Valerie Reyna, professor of human development and psychology at Cornell University, who has done her own research, agrees with Tymula, and says the study adds to her own findings. This research confirms how excessively teens tend to overestimate risk. Yet, it doesn't prevent them from engaging in risky behavior. They may get lost in the details about specific risks and overly focused on possible rewards, while ignoring the overall "gist" of the problem -- i.e., the ultimate consequences.

Reyna's work has shown that adolescents carefully think about risks most adults wouldn't even consider taking -- like, say, playing Russian roulette -- using their prefrontal cortex. Why are they wired this way? Their greater tolerance for uncertainty and the unknown -- and an increased desire for and focus on rewards -- probably helps them leave the nest.

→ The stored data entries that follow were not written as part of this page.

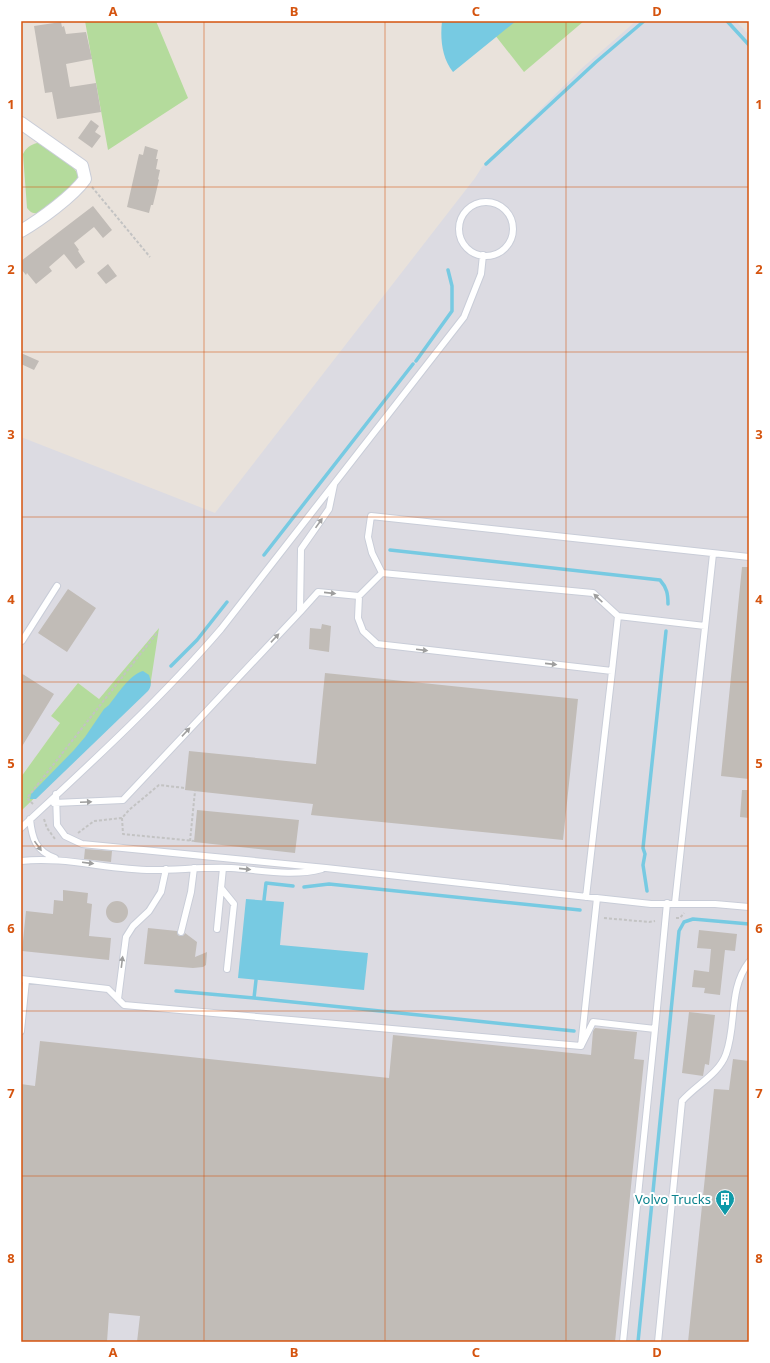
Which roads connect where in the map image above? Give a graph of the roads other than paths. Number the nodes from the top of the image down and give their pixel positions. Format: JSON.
{"nodes":[{"id":1,"x":21,"y":123,"type":"edge"},
{"id":2,"x":21,"y":231,"type":"edge"},
{"id":3,"x":483,"y":255,"type":"junction"},
{"id":4,"x":334,"y":484,"type":"junction"},
{"id":5,"x":713,"y":554,"type":"junction"},
{"id":6,"x":749,"y":557,"type":"edge"},
{"id":7,"x":382,"y":573,"type":"junction"},
{"id":8,"x":57,"y":586,"type":"dead end"},
{"id":9,"x":359,"y":596,"type":"junction"},
{"id":10,"x":300,"y":612,"type":"junction"},
{"id":11,"x":618,"y":616,"type":"junction"},
{"id":12,"x":705,"y":626,"type":"junction"},
{"id":13,"x":21,"y":640,"type":"edge"},
{"id":14,"x":612,"y":671,"type":"junction"},
{"id":15,"x":56,"y":794,"type":"junction"},
{"id":16,"x":47,"y":803,"type":"junction"},
{"id":17,"x":57,"y":803,"type":"junction"},
{"id":18,"x":30,"y":819,"type":"junction"},
{"id":19,"x":21,"y":828,"type":"edge"},
{"id":20,"x":21,"y":861,"type":"edge"},
{"id":21,"x":61,"y":861,"type":"junction"},
{"id":22,"x":194,"y":868,"type":"junction"},
{"id":23,"x":223,"y":868,"type":"junction"},
{"id":24,"x":326,"y":868,"type":"junction"},
{"id":25,"x":166,"y":870,"type":"junction"},
{"id":26,"x":221,"y":888,"type":"junction"},
{"id":27,"x":586,"y":897,"type":"junction"},
{"id":28,"x":597,"y":898,"type":"junction"},
{"id":29,"x":667,"y":903,"type":"junction"},
{"id":30,"x":675,"y":903,"type":"junction"},
{"id":31,"x":749,"y":907,"type":"edge"},
{"id":32,"x":217,"y":929,"type":"dead end"},
{"id":33,"x":181,"y":932,"type":"dead end"},
{"id":34,"x":749,"y":962,"type":"edge"},
{"id":35,"x":227,"y":969,"type":"dead end"},
{"id":36,"x":24,"y":979,"type":"edge"},
{"id":37,"x":118,"y":999,"type":"junction"},
{"id":38,"x":655,"y":1029,"type":"junction"},
{"id":39,"x":21,"y":1031,"type":"edge"},
{"id":40,"x":581,"y":1046,"type":"junction"},
{"id":41,"x":623,"y":1342,"type":"edge"},
{"id":42,"x":658,"y":1342,"type":"edge"}],
"edges":[{"from":1,"to":2,"type":"street"},
{"from":3,"to":3,"type":"lane"},
{"from":3,"to":4,"type":"lane"},
{"from":10,"to":4,"type":"lane","one_way":true},
{"from":4,"to":15,"type":"lane"},
{"from":5,"to":6,"type":"lane"},
{"from":5,"to":7,"type":"lane"},
{"from":5,"to":12,"type":"lane"},
{"from":7,"to":9,"type":"lane"},
{"from":11,"to":7,"type":"lane","one_way":true},
{"from":8,"to":13,"type":"lane"},
{"from":10,"to":9,"type":"lane","one_way":true},
{"from":9,"to":14,"type":"lane","one_way":true},
{"from":17,"to":10,"type":"lane","one_way":true},
{"from":11,"to":12,"type":"lane"},
{"from":11,"to":14,"type":"lane"},
{"from":12,"to":30,"type":"lane"},
{"from":14,"to":27,"type":"lane"},
{"from":15,"to":16,"type":"lane"},
{"from":15,"to":17,"type":"lane"},
{"from":16,"to":17,"type":"lane"},
{"from":16,"to":18,"type":"lane"},
{"from":17,"to":24,"type":"lane"},
{"from":18,"to":19,"type":"lane"},
{"from":18,"to":21,"type":"lane","one_way":true},
{"from":20,"to":21,"type":"lane"},
{"from":21,"to":25,"type":"lane","one_way":true},
{"from":22,"to":23,"type":"lane"},
{"from":22,"to":25,"type":"lane"},
{"from":22,"to":33,"type":"lane"},
{"from":23,"to":24,"type":"lane","one_way":true},
{"from":23,"to":26,"type":"lane"},
{"from":24,"to":27,"type":"lane"},
{"from":37,"to":25,"type":"lane","one_way":true},
{"from":26,"to":32,"type":"lane"},
{"from":26,"to":35,"type":"lane"},
{"from":27,"to":28,"type":"lane"},
{"from":28,"to":29,"type":"lane"},
{"from":28,"to":40,"type":"lane"},
{"from":29,"to":30,"type":"lane"},
{"from":29,"to":38,"type":"lane"},
{"from":30,"to":31,"type":"lane"},
{"from":34,"to":42,"type":"lane"},
{"from":36,"to":37,"type":"lane"},
{"from":36,"to":39,"type":"lane"},
{"from":37,"to":40,"type":"lane"},
{"from":38,"to":40,"type":"lane"},
{"from":38,"to":41,"type":"lane"}]}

(Maia Szalavitz. "Why the Teen Brain Is Drawn to Risk." Time. October 02, 2012.)

Fighting A Tough Battle

How can we best fight this flight into irreparable harm? Steinberg says we need to provide more structure to control young people's impulses and to regulate their behavior. That means focusing on ways to keep teens from getting into trouble. But he also says, "Parents have a bigger role to play than government, by monitoring the behavior of their teens and imposing their own rules to protect them from harm."

Tymula suggests that allowing teens opportunities to safely experiment -- for example, a simulator that shows sober teens what drunk driving is like -- could also help, by making an unknown risk seem more real and known. Allowing teens the opportunity to take risks in a safe context could also help them develop expertise that underlies gist-based thinking. Of course, this simulation seems very difficult -- impossible? -- to do when the enemy is opiate addiction.

Reyna has studied how teaching "gist"-based reasoning can help teens avoid dangerous sexual choices, finding that teens who are taught to focus on potential, catastrophic negative outcomes, rather than the odds, make fewer risky sexual decisions and have fewer partners.

Structure, regulation, parental involvement, simulators, focusing on catastrophic negative outcomes -- we must use the best available resources in a research-based commitment to curb opioid abuse in youth. Experts agree prevention is the best strategy.

The most commonly abused opiate drugs are prescription painkillers, but as many as 40 percent of teens don’t perceive any major risk with trying heroin once or twice (NSUDH). According to a study by the National Center on Addiction and Substance Abuse at Columbia University, the number of teens who abuse prescription drugs has nearly tripled since 1992.

The most commonly abused opiate drugs are heroin, Vicodin (hydrocodone), OxyContin (oxycodone), Darvon (propoxyphene), Diluadid (hydromorphone), morphine, fentanyl, codeine, and other related prescription painkillers.

We must educate ourselves and our loved ones with the best resources while limiting their access to deadly and addictive substances. The National Institute on Drug Abuse makes the entire publication of "Drugs, Brains, and Behavior: The Science of Addiction" available online. Please, click onto the following link to access their "Preventing Drug Abuse: The Best Strategy" material and begin the fight: http://www.drugabuse.gov/publications/drugs-brains-behavior-science-addiction/preventing-drug-abuse-best-strategy.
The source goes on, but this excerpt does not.